Binary data also arise when responses are obtained via rating scales, but dichotomized for analysis purposes. For example, purchase intent ratings for various products or concepts are typically obtained using a 5-point scale, where 5 indicates "definitely would buy" and 1 indicates "definitely would not buy." Comparisons among products, however, may be based on top box or top-two box percentages or proportions, in addition to or instead of comparisons based on mean ratings.
In such instances, the responses are treated as binary: either top (top-two) box or not top (top-two) box.
Analyses of such data are often limited to determining the number or percentage of respondents who selected (answered "yes" to) each item - i.e., the focus is on the marginal distributions of the items. However, this overlooks the potentially useful information that can be obtained by examining relationships among responses to the items in the list. For example, if respondents are asked to indicate the makes of cars they would consider buying, a researcher might be interested in answers to such marketing questions as:
- Do certain makes tend to be selected (considered) together? If so, which ones?
- Among those respondents who would consider an import, what proportion would also consider a domestic car, and vice versa?
- What percentage of respondents gave the same answer for both Ford and Chevrolet, either selecting both or selecting both?
- Among those who would consider a Ford or a Chevy, what proportion would consider both?
- How accurately can responses regarding Ford be predicted from responses regarding Chevrolet, and vice versa?
Some research questions regarding relationships among items can be addressed by analyzing the frequencies of occurrence of specific "patterns" of answers across the items. A "pattern analysis" yields groups of respondents such that all respondents within a group have the same pattern of answers. (Research on Research Number 35 illustrated a pattern analysis of credit card ownership data among 75,000 households as a way to summarize the incidence with which various cards were held, alone and in combinations.) A disadvantage of such an analysis, however, is that the number of possible response patterns (or groups) increases rapidly as the number of items increases. (For k binary items, there are 2k possible patterns.) Consequently, individual patterns may occur with small frequencies, thus limiting their utility.
The individual response patterns preserve all of the information concerning relationships among items present in the data. But the objective of a pattern analysis is to form groups of respondents, not to summarize relationships among items. The patterns tie together responses to all items simultaneously; relationships between individual items are presented only indirectly. When there are several items, considerable time and effort may be required to identify such relationships, so other methods of analysis may be better suited for this purpose. Even when pattern analysis yields useful results, analyses aimed at describing relationships among items can provide a useful, complementary summary of the data.

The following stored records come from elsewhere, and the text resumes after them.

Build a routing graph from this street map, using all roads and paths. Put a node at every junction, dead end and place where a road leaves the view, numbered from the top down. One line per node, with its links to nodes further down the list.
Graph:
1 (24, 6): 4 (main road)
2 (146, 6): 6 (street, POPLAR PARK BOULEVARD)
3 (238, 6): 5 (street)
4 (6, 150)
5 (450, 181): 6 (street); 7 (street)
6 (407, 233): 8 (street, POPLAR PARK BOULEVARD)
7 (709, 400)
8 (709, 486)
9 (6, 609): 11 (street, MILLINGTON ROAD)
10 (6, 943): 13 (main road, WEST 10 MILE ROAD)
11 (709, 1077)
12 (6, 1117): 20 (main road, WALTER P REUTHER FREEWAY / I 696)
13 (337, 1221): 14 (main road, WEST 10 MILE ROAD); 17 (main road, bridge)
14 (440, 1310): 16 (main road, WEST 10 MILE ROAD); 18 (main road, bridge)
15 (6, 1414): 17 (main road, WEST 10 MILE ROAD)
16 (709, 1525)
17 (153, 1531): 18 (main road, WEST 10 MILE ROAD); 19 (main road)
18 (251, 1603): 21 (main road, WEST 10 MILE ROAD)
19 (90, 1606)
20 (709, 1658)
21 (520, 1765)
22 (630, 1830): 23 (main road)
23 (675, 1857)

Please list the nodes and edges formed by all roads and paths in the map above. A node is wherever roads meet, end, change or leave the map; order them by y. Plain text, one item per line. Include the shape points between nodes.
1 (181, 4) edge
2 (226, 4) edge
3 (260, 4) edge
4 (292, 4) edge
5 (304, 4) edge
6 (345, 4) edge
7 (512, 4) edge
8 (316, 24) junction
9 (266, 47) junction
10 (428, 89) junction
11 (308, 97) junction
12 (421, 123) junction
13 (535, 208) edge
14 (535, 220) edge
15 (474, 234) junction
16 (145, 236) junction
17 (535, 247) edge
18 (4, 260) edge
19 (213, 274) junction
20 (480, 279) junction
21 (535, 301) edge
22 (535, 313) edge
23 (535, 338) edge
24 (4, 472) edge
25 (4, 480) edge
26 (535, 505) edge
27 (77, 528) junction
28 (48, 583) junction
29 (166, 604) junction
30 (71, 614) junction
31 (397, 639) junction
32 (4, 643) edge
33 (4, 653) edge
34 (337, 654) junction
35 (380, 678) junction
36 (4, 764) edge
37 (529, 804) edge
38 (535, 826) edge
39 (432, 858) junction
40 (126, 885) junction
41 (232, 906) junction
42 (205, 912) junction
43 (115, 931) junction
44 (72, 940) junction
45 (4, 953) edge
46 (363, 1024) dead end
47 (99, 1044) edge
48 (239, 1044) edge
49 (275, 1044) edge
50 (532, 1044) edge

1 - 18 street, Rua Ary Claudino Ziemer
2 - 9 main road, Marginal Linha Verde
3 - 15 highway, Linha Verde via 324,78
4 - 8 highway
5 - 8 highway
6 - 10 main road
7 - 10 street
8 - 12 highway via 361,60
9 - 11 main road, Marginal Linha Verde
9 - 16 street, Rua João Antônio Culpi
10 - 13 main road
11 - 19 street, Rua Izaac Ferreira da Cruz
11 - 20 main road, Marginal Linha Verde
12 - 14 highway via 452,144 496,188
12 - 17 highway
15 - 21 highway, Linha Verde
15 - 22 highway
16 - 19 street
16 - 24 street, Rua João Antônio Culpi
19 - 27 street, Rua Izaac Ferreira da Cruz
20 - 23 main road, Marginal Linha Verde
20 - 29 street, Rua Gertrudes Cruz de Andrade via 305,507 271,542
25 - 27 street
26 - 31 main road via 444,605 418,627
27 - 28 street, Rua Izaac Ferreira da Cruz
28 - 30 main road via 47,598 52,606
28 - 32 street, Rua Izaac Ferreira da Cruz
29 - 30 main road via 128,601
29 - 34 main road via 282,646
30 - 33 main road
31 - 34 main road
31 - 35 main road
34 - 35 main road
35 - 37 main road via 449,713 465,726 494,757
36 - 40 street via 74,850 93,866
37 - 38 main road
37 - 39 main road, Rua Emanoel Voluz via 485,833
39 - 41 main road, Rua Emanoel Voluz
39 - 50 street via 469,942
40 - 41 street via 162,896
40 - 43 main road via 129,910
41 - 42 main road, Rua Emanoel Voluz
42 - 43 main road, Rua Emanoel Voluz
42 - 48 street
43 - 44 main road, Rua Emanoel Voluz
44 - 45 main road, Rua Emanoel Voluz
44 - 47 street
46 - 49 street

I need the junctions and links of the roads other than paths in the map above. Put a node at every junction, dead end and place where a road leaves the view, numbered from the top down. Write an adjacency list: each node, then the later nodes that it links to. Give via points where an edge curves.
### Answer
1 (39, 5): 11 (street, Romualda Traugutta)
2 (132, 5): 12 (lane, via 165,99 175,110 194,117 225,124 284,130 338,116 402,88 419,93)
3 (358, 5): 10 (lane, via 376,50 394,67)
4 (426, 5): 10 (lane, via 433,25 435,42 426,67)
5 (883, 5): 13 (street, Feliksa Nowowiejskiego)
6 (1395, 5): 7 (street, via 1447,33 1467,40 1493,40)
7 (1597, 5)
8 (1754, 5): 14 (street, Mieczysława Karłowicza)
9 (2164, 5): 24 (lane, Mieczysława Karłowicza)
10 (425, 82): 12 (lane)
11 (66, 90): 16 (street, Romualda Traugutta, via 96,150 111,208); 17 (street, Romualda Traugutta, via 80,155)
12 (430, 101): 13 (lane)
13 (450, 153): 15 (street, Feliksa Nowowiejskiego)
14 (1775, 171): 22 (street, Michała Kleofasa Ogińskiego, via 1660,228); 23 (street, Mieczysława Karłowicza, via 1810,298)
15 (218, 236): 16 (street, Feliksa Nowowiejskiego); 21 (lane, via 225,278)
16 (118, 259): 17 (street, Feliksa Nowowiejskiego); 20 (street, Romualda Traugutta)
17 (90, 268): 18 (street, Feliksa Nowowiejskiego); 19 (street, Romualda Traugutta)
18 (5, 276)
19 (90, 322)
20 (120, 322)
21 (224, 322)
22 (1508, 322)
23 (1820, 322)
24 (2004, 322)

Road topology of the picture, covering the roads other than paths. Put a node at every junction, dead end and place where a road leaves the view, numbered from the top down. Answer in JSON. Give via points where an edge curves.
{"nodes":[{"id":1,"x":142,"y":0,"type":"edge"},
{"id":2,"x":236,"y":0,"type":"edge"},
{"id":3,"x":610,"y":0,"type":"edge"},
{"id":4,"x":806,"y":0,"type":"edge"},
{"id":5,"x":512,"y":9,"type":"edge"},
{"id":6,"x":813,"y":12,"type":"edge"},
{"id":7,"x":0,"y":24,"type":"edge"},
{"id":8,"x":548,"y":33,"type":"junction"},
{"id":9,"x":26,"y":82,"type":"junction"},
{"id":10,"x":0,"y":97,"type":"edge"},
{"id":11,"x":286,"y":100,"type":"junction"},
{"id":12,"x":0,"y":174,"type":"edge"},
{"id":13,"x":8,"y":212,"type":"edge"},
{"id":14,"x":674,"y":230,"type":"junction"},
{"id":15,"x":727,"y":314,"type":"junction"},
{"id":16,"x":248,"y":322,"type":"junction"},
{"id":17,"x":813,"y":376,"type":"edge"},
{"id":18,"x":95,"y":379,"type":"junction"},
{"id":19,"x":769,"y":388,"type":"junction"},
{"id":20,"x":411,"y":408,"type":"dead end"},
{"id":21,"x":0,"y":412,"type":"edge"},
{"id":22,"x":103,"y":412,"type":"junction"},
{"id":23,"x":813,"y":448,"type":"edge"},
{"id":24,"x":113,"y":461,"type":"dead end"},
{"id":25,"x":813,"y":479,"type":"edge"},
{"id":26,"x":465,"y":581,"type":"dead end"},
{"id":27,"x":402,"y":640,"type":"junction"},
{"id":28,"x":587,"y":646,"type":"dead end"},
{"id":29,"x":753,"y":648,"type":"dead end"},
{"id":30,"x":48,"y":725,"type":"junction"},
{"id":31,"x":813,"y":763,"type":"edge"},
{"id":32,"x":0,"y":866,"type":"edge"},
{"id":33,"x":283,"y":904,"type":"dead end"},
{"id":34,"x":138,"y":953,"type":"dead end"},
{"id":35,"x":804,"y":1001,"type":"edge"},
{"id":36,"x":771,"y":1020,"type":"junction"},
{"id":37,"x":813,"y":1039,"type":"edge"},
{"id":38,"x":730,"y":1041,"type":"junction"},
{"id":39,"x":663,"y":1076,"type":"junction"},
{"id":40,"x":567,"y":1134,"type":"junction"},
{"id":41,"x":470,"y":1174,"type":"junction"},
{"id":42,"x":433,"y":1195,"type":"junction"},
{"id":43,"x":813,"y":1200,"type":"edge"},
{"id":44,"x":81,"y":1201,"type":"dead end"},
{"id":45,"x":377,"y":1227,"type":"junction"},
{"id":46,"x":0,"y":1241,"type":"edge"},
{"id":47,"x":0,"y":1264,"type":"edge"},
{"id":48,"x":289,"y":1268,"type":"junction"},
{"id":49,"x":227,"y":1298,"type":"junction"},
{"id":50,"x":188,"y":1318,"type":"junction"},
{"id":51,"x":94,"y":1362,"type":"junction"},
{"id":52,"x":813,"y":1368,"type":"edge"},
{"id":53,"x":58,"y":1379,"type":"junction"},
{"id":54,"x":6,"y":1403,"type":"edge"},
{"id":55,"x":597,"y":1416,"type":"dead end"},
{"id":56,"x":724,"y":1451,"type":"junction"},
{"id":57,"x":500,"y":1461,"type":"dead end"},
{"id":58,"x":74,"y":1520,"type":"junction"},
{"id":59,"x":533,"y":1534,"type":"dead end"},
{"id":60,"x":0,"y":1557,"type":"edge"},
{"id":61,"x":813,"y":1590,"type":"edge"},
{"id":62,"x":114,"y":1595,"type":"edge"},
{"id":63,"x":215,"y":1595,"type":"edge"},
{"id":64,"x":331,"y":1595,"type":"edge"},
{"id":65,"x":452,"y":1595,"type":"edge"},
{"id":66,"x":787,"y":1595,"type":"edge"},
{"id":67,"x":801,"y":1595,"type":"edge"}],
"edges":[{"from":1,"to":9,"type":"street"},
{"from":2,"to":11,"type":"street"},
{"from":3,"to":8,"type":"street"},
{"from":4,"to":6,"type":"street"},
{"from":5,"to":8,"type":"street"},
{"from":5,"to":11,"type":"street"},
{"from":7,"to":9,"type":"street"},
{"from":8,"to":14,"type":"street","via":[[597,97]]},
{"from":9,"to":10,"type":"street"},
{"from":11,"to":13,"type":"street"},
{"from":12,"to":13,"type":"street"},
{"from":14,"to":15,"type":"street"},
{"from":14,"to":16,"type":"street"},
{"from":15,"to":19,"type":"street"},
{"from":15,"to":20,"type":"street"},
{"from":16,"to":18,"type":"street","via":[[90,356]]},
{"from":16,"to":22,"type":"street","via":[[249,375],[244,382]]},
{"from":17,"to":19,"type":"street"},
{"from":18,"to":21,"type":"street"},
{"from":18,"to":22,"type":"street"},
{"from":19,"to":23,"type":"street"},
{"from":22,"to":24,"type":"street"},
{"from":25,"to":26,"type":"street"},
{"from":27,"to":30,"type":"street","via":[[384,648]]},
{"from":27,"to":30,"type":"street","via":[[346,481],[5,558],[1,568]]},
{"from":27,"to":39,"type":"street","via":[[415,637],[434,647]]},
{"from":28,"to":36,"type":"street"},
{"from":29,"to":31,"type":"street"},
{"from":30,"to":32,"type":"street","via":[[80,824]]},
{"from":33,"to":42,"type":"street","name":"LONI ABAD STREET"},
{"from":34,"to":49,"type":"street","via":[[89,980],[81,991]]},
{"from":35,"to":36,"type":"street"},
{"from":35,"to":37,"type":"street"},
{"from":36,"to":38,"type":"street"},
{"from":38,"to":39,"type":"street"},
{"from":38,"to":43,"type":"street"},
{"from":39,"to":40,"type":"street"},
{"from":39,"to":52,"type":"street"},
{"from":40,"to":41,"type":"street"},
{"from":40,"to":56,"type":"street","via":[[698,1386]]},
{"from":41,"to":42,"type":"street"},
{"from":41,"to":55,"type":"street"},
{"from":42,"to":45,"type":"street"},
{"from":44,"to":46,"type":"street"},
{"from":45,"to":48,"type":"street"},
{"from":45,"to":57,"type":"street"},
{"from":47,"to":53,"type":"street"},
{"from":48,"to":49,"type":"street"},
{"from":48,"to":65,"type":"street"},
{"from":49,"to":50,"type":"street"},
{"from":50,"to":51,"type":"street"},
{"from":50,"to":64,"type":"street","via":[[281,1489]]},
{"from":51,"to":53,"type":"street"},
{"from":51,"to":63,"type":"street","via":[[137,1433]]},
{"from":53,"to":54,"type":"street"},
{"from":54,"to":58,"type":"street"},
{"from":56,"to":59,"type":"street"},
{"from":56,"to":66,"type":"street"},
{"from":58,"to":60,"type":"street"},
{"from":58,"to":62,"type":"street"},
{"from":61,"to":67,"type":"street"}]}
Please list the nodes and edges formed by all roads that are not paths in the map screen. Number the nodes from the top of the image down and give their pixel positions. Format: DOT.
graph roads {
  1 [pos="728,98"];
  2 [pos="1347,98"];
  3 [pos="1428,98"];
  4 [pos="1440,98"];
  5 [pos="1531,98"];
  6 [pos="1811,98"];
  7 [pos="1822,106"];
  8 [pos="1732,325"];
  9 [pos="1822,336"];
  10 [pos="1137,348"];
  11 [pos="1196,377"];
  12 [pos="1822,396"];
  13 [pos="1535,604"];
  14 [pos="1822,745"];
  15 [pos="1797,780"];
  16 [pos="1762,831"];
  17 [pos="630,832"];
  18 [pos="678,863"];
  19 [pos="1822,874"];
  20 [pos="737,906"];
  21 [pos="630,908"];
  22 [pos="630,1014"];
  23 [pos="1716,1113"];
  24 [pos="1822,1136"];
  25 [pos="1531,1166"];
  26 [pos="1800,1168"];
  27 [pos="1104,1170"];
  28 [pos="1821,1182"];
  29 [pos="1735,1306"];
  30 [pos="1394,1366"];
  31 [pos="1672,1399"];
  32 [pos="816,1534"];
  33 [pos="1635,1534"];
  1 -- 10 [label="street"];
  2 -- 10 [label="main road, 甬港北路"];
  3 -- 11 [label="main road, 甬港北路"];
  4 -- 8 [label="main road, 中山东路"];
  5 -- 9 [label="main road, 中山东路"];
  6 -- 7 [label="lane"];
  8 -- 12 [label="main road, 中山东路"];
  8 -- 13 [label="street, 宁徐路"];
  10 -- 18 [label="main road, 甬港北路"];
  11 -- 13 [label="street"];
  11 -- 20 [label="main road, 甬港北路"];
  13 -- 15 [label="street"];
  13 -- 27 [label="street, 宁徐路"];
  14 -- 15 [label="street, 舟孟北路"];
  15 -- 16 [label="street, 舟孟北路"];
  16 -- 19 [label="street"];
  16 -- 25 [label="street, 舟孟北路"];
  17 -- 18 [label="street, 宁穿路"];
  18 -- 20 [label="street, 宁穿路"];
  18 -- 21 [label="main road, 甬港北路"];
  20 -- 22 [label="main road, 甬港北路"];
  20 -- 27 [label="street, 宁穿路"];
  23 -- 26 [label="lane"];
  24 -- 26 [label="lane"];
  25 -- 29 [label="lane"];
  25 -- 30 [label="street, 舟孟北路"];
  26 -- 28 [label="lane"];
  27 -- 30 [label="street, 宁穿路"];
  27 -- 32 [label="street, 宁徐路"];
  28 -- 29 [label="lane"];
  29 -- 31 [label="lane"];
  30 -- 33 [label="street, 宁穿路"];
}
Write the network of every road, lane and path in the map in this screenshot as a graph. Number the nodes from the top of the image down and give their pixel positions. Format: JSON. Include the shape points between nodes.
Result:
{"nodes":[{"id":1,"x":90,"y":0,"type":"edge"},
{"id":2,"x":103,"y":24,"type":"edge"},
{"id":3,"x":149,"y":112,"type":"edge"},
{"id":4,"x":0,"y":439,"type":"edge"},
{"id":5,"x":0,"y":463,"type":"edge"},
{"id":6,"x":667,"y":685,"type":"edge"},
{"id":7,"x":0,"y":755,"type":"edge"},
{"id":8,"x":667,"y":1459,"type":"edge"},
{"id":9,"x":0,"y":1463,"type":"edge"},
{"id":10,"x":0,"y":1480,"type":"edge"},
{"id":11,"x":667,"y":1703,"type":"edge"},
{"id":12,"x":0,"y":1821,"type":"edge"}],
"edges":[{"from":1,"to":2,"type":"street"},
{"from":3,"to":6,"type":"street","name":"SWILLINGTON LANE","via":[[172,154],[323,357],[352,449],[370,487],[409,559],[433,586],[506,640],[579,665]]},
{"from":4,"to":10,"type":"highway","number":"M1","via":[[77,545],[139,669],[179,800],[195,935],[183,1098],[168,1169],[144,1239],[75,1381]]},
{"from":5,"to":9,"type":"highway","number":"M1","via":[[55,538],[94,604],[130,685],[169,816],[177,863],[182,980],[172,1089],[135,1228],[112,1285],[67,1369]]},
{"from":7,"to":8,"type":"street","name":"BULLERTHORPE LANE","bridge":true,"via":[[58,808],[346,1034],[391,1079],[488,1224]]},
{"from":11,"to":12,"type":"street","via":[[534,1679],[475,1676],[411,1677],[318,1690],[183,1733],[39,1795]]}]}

This report describes a number of measures of "relationship" or "similarity" among binary items. As the preceding comments suggest, the concept of "relationship" can take on a variety of meanings, depending on the nature of the question(s). Consequently, several statistics can be considered, each addressing a different facet. The statistics included here are not an exhaustive list; they were chosen on the basis of ease of interpretation, popularity, and relevance for marketing applications.
Note that the items do not have to be in a checklist format in order to make use of these measures. It is only necessary that the items be dichotomous (or be treated as such) and that selecting (answering "yes" to) one of them does not preclude the respondent from selecting others. In what follows, item "selection" should be generalized to include possession or any other behavior or attitude resulting in a positive response.
Preliminaries
Since there are only two possible responses for each item, the data for any pair of items can be displayed in a 2 x 2 table of frequencies, as shown in Table 1 (with marginal totals).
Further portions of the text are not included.